Oh, the end of the school day… Kids are shoving items haphazardly into their backpacks. Coats and lunchboxes scatter the floor. The classroom is far from clean. And the volume gets louder and louder. Does it sound like your classroom? End of the day procedures in the classroom are so important because, without them, the classroom can easily become a chaotic place.
I know implementing procedures is easier said than done, but I promise that the end of the school day can look calm and collected. It’s all about setting the right end of the day procedures in the classroom.
Creating an End of the Day Routine
In my classroom, I had the rule that students were never doing “nothing”. Students knew that if they finished a task, they had two options: read silently or work on an incomplete assignment. Setting this expectation took time, repetition, and lots of practice, but it did stick. I write about how I set classroom expectations in this blog.
Of course, if you want to create a calm end of the day routine, you’ll also need to get clear on a few things first:
- What do you want your end of the day procedures in the classroom to look like?

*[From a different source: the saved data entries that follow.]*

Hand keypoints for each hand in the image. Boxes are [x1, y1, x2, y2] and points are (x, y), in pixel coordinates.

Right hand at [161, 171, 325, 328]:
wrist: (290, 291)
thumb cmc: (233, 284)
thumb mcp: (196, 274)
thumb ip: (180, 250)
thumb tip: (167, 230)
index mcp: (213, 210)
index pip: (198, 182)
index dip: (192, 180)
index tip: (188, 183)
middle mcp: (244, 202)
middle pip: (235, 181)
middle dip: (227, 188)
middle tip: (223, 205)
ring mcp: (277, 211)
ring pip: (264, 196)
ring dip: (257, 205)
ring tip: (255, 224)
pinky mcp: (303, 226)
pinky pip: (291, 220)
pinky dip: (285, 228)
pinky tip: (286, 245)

- How will you make these procedures and expectations clear to students?
- How will you know students have met the goal?
Once you have an idea in place, you can start building an end of the day routine. In my classroom, I ended the day by having students write in their planners, complete table jobs, pack up, and read silently. But you can customize your classroom routine to match your classroom.
Here are some ideas to keep the peace at the end of the day. These ideas require no talking from students:
#1 Read Aloud
This is a great activity to initiate your end of the day routine. It’s a clear signal to students that the end of the day is coming, and it works as a transitional period between the rowdiness of class time to a quiet pack-up time.
During the read aloud, gather students on the carpet or let them sit around the room and listen as you read. You can read a picture book, or maybe you read the next chapter of a book each day (what a fun thing to look forward to!).
#2 Play an Audiobook
Audiobooks are a quick and easy activity to incorporate into your end of the day procedures in the classroom. Epic! for Kids has a ton of free audiobooks, so you don’t have to spend any extra money or time setting this up. My students always loved the “I Survived” series on Epic!
While students listen, they can quietly clean their desks, color, or put their heads down. The only rule is that students can’t talk! You can’t force anyone to listen, but set the expectation that this is a quiet time.
#3 Quiet Math
A calm end of the day routine and an opportunity to review. It’s a win-win! Give each student a dry erase board. Verbally give students a string of equations to solve, such as four times three, plus two, minus six. Then, have students show their boards.
The first student to show the correct answer “wins” a silent cheer from their classmates. Do a couple of these math equations quietly, and when you feel students have settled, you can move to the next part of your end of the day routine.
#4 Nature Scenes
YouTube has a ton of peaceful, nature-themed “ambiance” scenes you can plan. Put one of these ambiance videos on while students pack up or clean their area. While they clean, they should remain quiet and listen to the sounds of nature sounds. Not only are these sounds calming, but they also work as a voice gauge – if they are talking, they can’t hear. (I kept the volume somewhat low, too, so they really had to stay quiet to hear.)
You can also play a video on YouTube as a part of your end of the day procedures in the classroom. I often played Animal Planet, on silent, for the last 10-15 minutes. Bonus points if the YouTube video aligns with any science or social studies topic you are teaching!
#5 Silent Five
This is a really simple end of the day procedure that takes zero prep or planning. For the last five minutes of class, implement a zero talking policy. You can offer an incentive if all students make it to five minutes. This incentive might be a point, five extra minutes of recess, or candy. Just be sure this expectation and procedure fits with your students. Some classes have a student that really struggles to stay quiet, and they may not be able to reach that incentive.
You can put a timer up, so students can also keep track of the time. They can read, work, or pack during these five minutes. This became standard routine in my classroom. Students would even take initiative to call out “Silent 5!” to let others know if I missed the time on the clock.
Take your time to read through and think about these end of the day procedures for the classroom. Think about a routine that will best match the personality of your students and make them successful!